Perhaps not surprising, Kaiser Health News reported that physician organizations that have heavily lobbied for changes in surprise medical bills are related to specialties where the context is time-sensitive (e.g. emergency medicine, anesthesia) -- those specialties probably have a number of physicians that benefit financially from the current confusion.
Surprise medical billing seems like a mostly solvable problem. For example, insurers could require that all services rendered at an in-network facility are billed at in-network rates, thereby pushing the problem to the facility to coordinate and recruit physicians that accept the same insurance plans. In turn, insurers might pay extra for imposing that condition, but their members would be much less likely to be stuck with what they consider an outrageous bill. If this conflict keeps simmering, I expect there to be additional legislative efforts to be considered.
February 09, 2020
The provider practice of surprise billing has made the news over the last few years. Kaiser Health News reports on a practice of insurance companies that I have not heard of before: retrospectively requiring pre-authorization. The practice of pre-authorization is commonplace and the intention is to help ensure that providers do not get too carried away and perform medically unnecessary tests and procedures. However, it appears that some insurers are not clear which procedures require pre-authorization and perhaps go as far as indicating that a patient does not need pre-authorization and then reverse their positions. Even worse is indicating to a patient that a procedure is pre-authorized and then denying payment for the procedure as "medically unnecessary" (Kaiser Health News notes footnotes on pre-authorizations to the effect of "This is not a guarantee of payment").
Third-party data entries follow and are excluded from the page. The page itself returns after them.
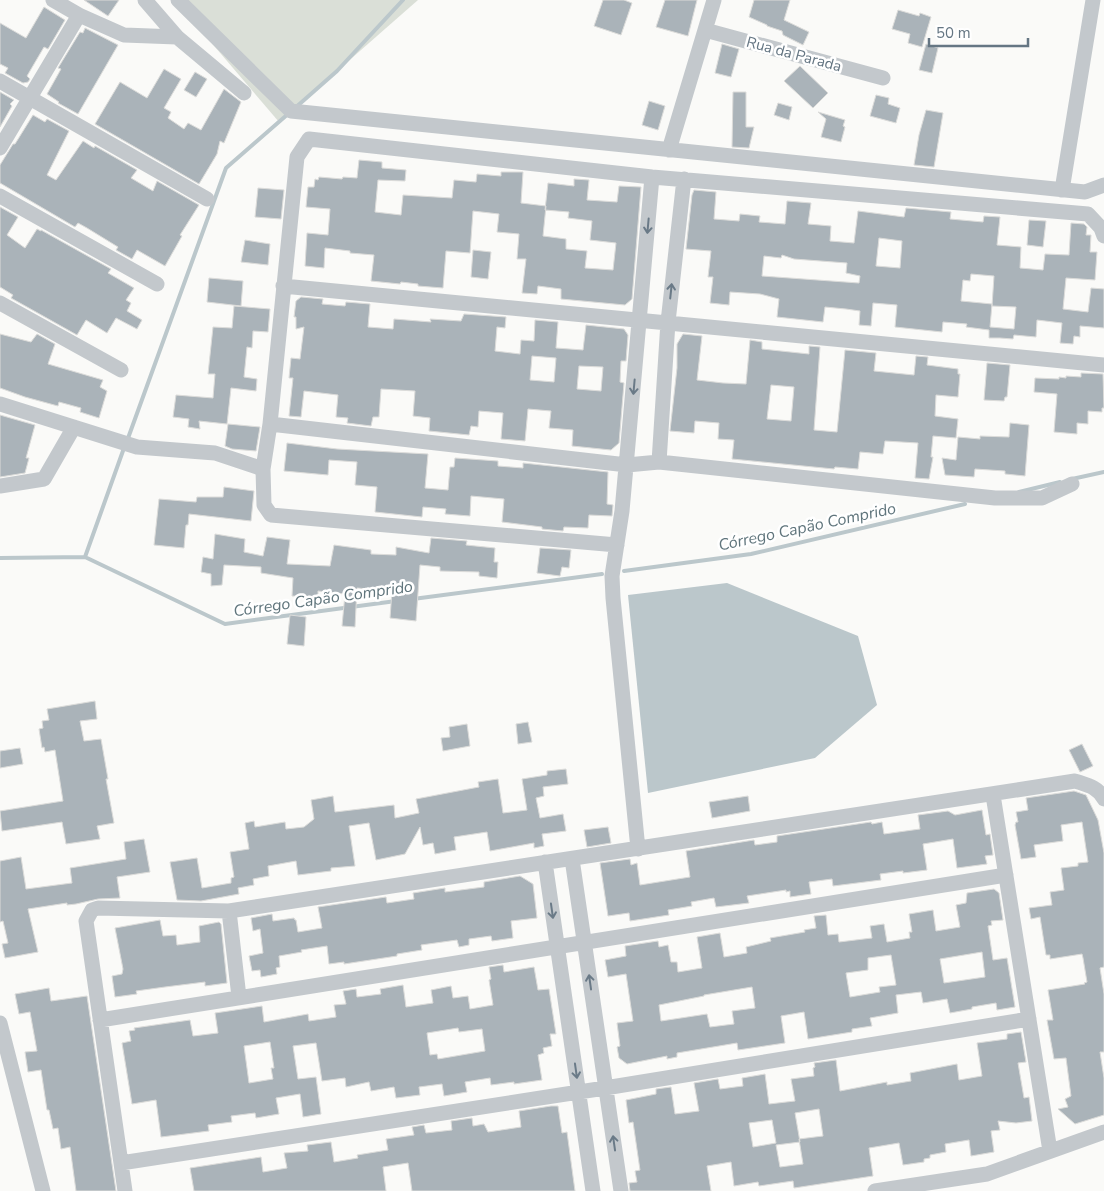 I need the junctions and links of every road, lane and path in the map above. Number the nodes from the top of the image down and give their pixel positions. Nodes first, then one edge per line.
1 (53, 0) edge
2 (144, 0) edge
3 (178, 0) edge
4 (714, 0) edge
5 (1093, 0) edge
6 (78, 15) junction
7 (705, 30) junction
8 (177, 37) junction
9 (883, 78) dead end
10 (0, 82) edge
11 (244, 93) dead end
12 (29, 98) junction
13 (0, 148) edge
14 (669, 150) junction
15 (652, 177) junction
16 (684, 179) junction
17 (1104, 185) edge
18 (1062, 190) junction
19 (0, 196) edge
20 (207, 198) dead end
21 (1104, 236) edge
22 (157, 284) dead end
23 (283, 286) junction
24 (0, 303) edge
25 (640, 319) junction
26 (668, 322) junction
27 (1104, 365) edge
28 (121, 370) dead end
29 (0, 404) edge
30 (270, 424) junction
31 (74, 427) junction
32 (659, 462) junction
33 (627, 465) junction
34 (263, 469) junction
35 (1072, 484) dead end
36 (0, 486) edge
37 (617, 545) junction
38 (992, 795) junction
39 (1104, 799) edge
40 (638, 849) junction
41 (572, 859) junction
42 (545, 862) junction
43 (1006, 875) junction
44 (229, 911) junction
45 (584, 942) junction
46 (557, 946) junction
47 (239, 997) junction
48 (1029, 1019) junction
49 (100, 1020) junction
50 (0, 1023) edge
51 (5, 1062) edge
52 (606, 1088) junction
53 (579, 1092) junction
54 (1104, 1132) edge
55 (1050, 1151) junction
56 (121, 1163) junction
57 (900, 1189) edge
58 (43, 1191) edge
59 (125, 1191) edge
60 (593, 1191) edge
61 (621, 1191) edge
62 (875, 1191) edge

1 - 6 street
2 - 8 street
3 - 14 street
4 - 7 street
5 - 18 street
6 - 8 street
6 - 12 street
7 - 9 street, Rua da Parada
7 - 14 street
8 - 11 street
10 - 12 street
12 - 13 street
12 - 20 street
14 - 18 street
15 - 16 street
15 - 23 street
15 -> 25 street
16 - 21 street
26 -> 16 street
17 - 18 street
19 - 22 street
23 - 25 street
23 - 30 street
24 - 28 street
25 - 26 street
25 -> 33 street
26 - 27 street
26 - 32 street
29 - 31 street
30 - 33 street
30 - 34 street
31 - 34 street
31 - 36 street
32 - 33 street
32 - 35 street
33 - 37 street
34 - 37 street
37 - 40 street
38 - 39 street
38 - 40 street
38 - 43 street
40 - 41 street
41 - 42 street
41 - 45 street
42 - 44 street
42 -> 46 street
43 - 45 street
43 - 48 street
44 - 47 street
44 - 49 street
45 - 46 street
52 -> 45 street
46 - 47 street
46 -> 53 street
47 - 49 street
48 - 52 street
48 - 55 street
49 - 56 street
50 - 51 street
51 - 58 street
52 - 53 street
61 -> 52 street
53 - 56 street
53 - 60 street
54 - 55 street
55 - 57 street
56 - 59 street
57 - 62 street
Obviously, this can cause financial and emotional hardship for patients who think they are abiding by the insurers' policies.
It is unclear how common this practice is compared to before, but this issue might gain more news coverage. If the industry is unable to resolve the issue in a reasonable manner, people will look to the government to intervene, similar to how laws against surprise medical billing have been enacted.
January 31, 2020
Kaiser Health News published a piece investigating whether a president can meaningfully reduce drug prices without legislative action (as proposed by Senator Warren). Surprisingly (to me at least), the analysis is in the affirmative. The piece talked about the powers of Section 1498, which apparently allows the government to "take over patents" if the price is deemed too high. This law has been used before, and has also been used by the Department Of Defense for non-medicinal purposes. While this law is not meant to be applied broadly, it could address the cost of some popular drugs.
Clearly, use of this law would be controversial and would draw sharp criticism from the pharmaceutical industry. However, as Americans' frustration with rising healthcare costs continues to mount, politicians will be looking at more alternatives.